Sometimes, there is no winning, even when you do win - because I absolutely did win. To be there for all of Katie's honoring was a win... it was a special, once in a lifetime - a long and great lifetime - event, and I had to be there. I just had to.
But I still feel sick inside to have missed the Saggan whale.
What a beautiful, special, event that would have been and how honored I would have felt to have stood as a witness of it.
Originally, I had planned to post coverage of what I saw and experienced that trip to Barrow to the same degree that I posted Point Hope. Although I missed the final event, I none-the-less got several pictures that I believe many readers would have found amazing.
But I did not anticipate how long it would take me and it is just too late, now. Soon, I will be back in Barrow and at the rate I have been going I would still posting my last trip and people would think the snow never ever melts in Barrow, which it does, as you will soon see, right here, on this blog, if I but move along and stay in the present.

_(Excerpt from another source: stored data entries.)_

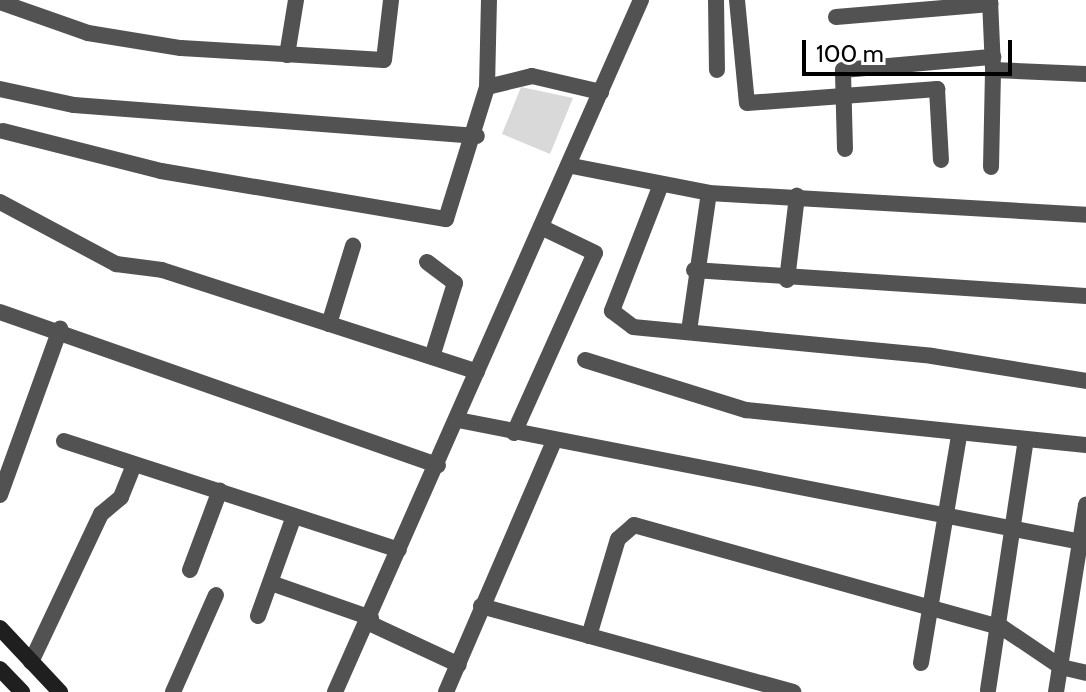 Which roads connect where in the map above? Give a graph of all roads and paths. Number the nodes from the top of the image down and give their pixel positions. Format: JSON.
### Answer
{"nodes":[{"id":1,"x":296,"y":0,"type":"edge"},
{"id":2,"x":391,"y":0,"type":"edge"},
{"id":3,"x":489,"y":0,"type":"edge"},
{"id":4,"x":641,"y":0,"type":"edge"},
{"id":5,"x":716,"y":0,"type":"edge"},
{"id":6,"x":737,"y":0,"type":"edge"},
{"id":7,"x":0,"y":2,"type":"edge"},
{"id":8,"x":990,"y":2,"type":"edge"},
{"id":9,"x":836,"y":17,"type":"dead end"},
{"id":10,"x":287,"y":55,"type":"junction"},
{"id":11,"x":993,"y":63,"type":"junction"},
{"id":12,"x":717,"y":70,"type":"dead end"},
{"id":13,"x":1086,"y":74,"type":"edge"},
{"id":14,"x":487,"y":87,"type":"junction"},
{"id":15,"x":0,"y":89,"type":"edge"},
{"id":16,"x":601,"y":92,"type":"junction"},
{"id":17,"x":843,"y":95,"type":"junction"},
{"id":18,"x":3,"y":131,"type":"dead end"},
{"id":19,"x":477,"y":136,"type":"junction"},
{"id":20,"x":845,"y":149,"type":"dead end"},
{"id":21,"x":941,"y":160,"type":"dead end"},
{"id":22,"x":572,"y":166,"type":"junction"},
{"id":23,"x":991,"y":167,"type":"dead end"},
{"id":24,"x":660,"y":187,"type":"junction"},
{"id":25,"x":709,"y":193,"type":"junction"},
{"id":26,"x":797,"y":196,"type":"junction"},
{"id":27,"x":0,"y":202,"type":"edge"},
{"id":28,"x":1086,"y":215,"type":"edge"},
{"id":29,"x":541,"y":227,"type":"junction"},
{"id":30,"x":353,"y":246,"type":"dead end"},
{"id":31,"x":427,"y":262,"type":"dead end"},
{"id":32,"x":694,"y":270,"type":"junction"},
{"id":33,"x":787,"y":280,"type":"junction"},
{"id":34,"x":1086,"y":296,"type":"edge"},
{"id":35,"x":0,"y":312,"type":"edge"},
{"id":36,"x":329,"y":324,"type":"junction"},
{"id":37,"x":60,"y":329,"type":"junction"},
{"id":38,"x":689,"y":331,"type":"junction"},
{"id":39,"x":432,"y":357,"type":"junction"},
{"id":40,"x":585,"y":360,"type":"dead end"},
{"id":41,"x":477,"y":372,"type":"junction"},
{"id":42,"x":1086,"y":381,"type":"edge"},
{"id":43,"x":458,"y":420,"type":"junction"},
{"id":44,"x":514,"y":433,"type":"junction"},
{"id":45,"x":959,"y":436,"type":"junction"},
{"id":46,"x":1026,"y":440,"type":"junction"},
{"id":47,"x":64,"y":441,"type":"dead end"},
{"id":48,"x":553,"y":443,"type":"junction"},
{"id":49,"x":1086,"y":445,"type":"edge"},
{"id":50,"x":134,"y":464,"type":"junction"},
{"id":51,"x":438,"y":465,"type":"junction"},
{"id":52,"x":220,"y":490,"type":"junction"},
{"id":53,"x":0,"y":495,"type":"edge"},
{"id":54,"x":1086,"y":504,"type":"edge"},
{"id":55,"x":294,"y":516,"type":"junction"},
{"id":56,"x":949,"y":519,"type":"junction"},
{"id":57,"x":1015,"y":531,"type":"junction"},
{"id":58,"x":1084,"y":543,"type":"edge"},
{"id":59,"x":399,"y":550,"type":"junction"},
{"id":60,"x":190,"y":570,"type":"dead end"},
{"id":61,"x":1081,"y":580,"type":"edge"},
{"id":62,"x":271,"y":583,"type":"junction"},
{"id":63,"x":216,"y":595,"type":"dead end"},
{"id":64,"x":481,"y":606,"type":"junction"},
{"id":65,"x":935,"y":608,"type":"junction"},
{"id":66,"x":258,"y":616,"type":"dead end"},
{"id":67,"x":370,"y":621,"type":"junction"},
{"id":68,"x":0,"y":628,"type":"edge"},
{"id":69,"x":1003,"y":628,"type":"junction"},
{"id":70,"x":589,"y":636,"type":"junction"},
{"id":71,"x":31,"y":662,"type":"junction"},
{"id":72,"x":921,"y":663,"type":"dead end"},
{"id":73,"x":459,"y":665,"type":"junction"},
{"id":74,"x":1061,"y":667,"type":"junction"},
{"id":75,"x":0,"y":669,"type":"edge"},
{"id":76,"x":1086,"y":673,"type":"edge"},
{"id":77,"x":988,"y":690,"type":"dead end"},
{"id":78,"x":22,"y":692,"type":"edge"},
{"id":79,"x":60,"y":692,"type":"edge"},
{"id":80,"x":173,"y":692,"type":"edge"},
{"id":81,"x":335,"y":692,"type":"edge"},
{"id":82,"x":446,"y":692,"type":"edge"},
{"id":83,"x":793,"y":692,"type":"edge"},
{"id":84,"x":1056,"y":692,"type":"edge"}],
"edges":[{"from":1,"to":10,"type":"street"},
{"from":2,"to":10,"type":"street"},
{"from":3,"to":14,"type":"street"},
{"from":4,"to":16,"type":"street"},
{"from":5,"to":12,"type":"street"},
{"from":6,"to":17,"type":"street"},
{"from":7,"to":10,"type":"street"},
{"from":8,"to":9,"type":"street"},
{"from":8,"to":11,"type":"street"},
{"from":11,"to":13,"type":"street"},
{"from":11,"to":17,"type":"street"},
{"from":11,"to":23,"type":"street"},
{"from":14,"to":16,"type":"street"},
{"from":14,"to":19,"type":"street"},
{"from":15,"to":19,"type":"street"},
{"from":16,"to":22,"type":"street"},
{"from":17,"to":20,"type":"street"},
{"from":17,"to":21,"type":"street"},
{"from":18,"to":19,"type":"street"},
{"from":22,"to":24,"type":"street"},
{"from":22,"to":29,"type":"street"},
{"from":24,"to":25,"type":"street"},
{"from":24,"to":38,"type":"street"},
{"from":25,"to":26,"type":"street"},
{"from":25,"to":32,"type":"street"},
{"from":26,"to":28,"type":"street"},
{"from":26,"to":33,"type":"street"},
{"from":27,"to":36,"type":"street"},
{"from":29,"to":41,"type":"street"},
{"from":29,"to":44,"type":"street"},
{"from":30,"to":36,"type":"street"},
{"from":31,"to":39,"type":"street"},
{"from":32,"to":33,"type":"street"},
{"from":32,"to":38,"type":"street"},
{"from":33,"to":34,"type":"street"},
{"from":35,"to":37,"type":"street"},
{"from":36,"to":39,"type":"street"},
{"from":37,"to":51,"type":"street"},
{"from":37,"to":53,"type":"street"},
{"from":38,"to":42,"type":"street"},
{"from":39,"to":41,"type":"street"},
{"from":40,"to":45,"type":"street"},
{"from":41,"to":43,"type":"street"},
{"from":43,"to":44,"type":"street"},
{"from":43,"to":51,"type":"street"},
{"from":44,"to":48,"type":"street"},
{"from":45,"to":46,"type":"street"},
{"from":45,"to":56,"type":"street"},
{"from":46,"to":49,"type":"street"},
{"from":46,"to":57,"type":"street"},
{"from":47,"to":50,"type":"street"},
{"from":48,"to":56,"type":"street"},
{"from":48,"to":64,"type":"street"},
{"from":50,"to":52,"type":"street"},
{"from":50,"to":71,"type":"street"},
{"from":51,"to":59,"type":"street"},
{"from":52,"to":55,"type":"street"},
{"from":52,"to":60,"type":"street"},
{"from":54,"to":58,"type":"street"},
{"from":55,"to":59,"type":"street"},
{"from":55,"to":62,"type":"street"},
{"from":56,"to":57,"type":"street"},
{"from":56,"to":65,"type":"street"},
{"from":57,"to":58,"type":"street"},
{"from":57,"to":69,"type":"street"},
{"from":58,"to":61,"type":"street"},
{"from":59,"to":67,"type":"street"},
{"from":61,"to":74,"type":"street"},
{"from":62,"to":66,"type":"street"},
{"from":62,"to":67,"type":"street"},
{"from":63,"to":80,"type":"street"},
{"from":64,"to":70,"type":"street"},
{"from":64,"to":73,"type":"street"},
{"from":65,"to":69,"type":"street"},
{"from":65,"to":70,"type":"street"},
{"from":65,"to":72,"type":"street"},
{"from":67,"to":73,"type":"street"},
{"from":67,"to":81,"type":"street"},
{"from":68,"to":71,"type":"main road"},
{"from":69,"to":74,"type":"street"},
{"from":69,"to":77,"type":"street"},
{"from":70,"to":83,"type":"street"},
{"from":71,"to":79,"type":"main road"},
{"from":73,"to":82,"type":"street"},
{"from":74,"to":76,"type":"street"},
{"from":74,"to":84,"type":"street"},
{"from":75,"to":78,"type":"main road"}]}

So, except for this bear and at least one people story I will yet work in, I am going to drop that coverage for now.
Reader Comments (7)
Definitely sound advice. :)
Beautifull photos. Nice shosts.
ROFL! Holy mackerel! That would have stopped the flow! Our worst predators in CA are the drive-by shooters! I can't imagine being on ice with no hiding place whatsoever and being at the bottom of the food chain.
great headline...i see you made the anchorage daily news again. thanks for posting!
Bill, if you know what time it is now, and you know what time the camera is set to, then you can calculate the difference between Wasilla time and camera time. Then, look at the metadata of that image and add back (or subtract) the time difference and you have the time the bear pooped at Point Barrow.
I'm pretty sure I would have pooped too, had I seen that bear.
I've been puzzling over the beautiful blue in the last pic (after I got over the scary side of considering how the pics came to be ) and wondering if it is a real measure of ice color or more to do with available light or what... has a similar intensity to our glacial ice here in the pic.
Is now in my top 20 favorite- Bill-Hess photos... at least til you take 20 more which take my fancy :-)
All - thanks for the comments.
Martin - Yes, I know I could do that, but close to midnight, on either side, is good enough for me.
Alaska Pi - I believe it has to do with the angle of refraction. In the last picture, the bear is at about about a 90 degree angle from me as compared to the first.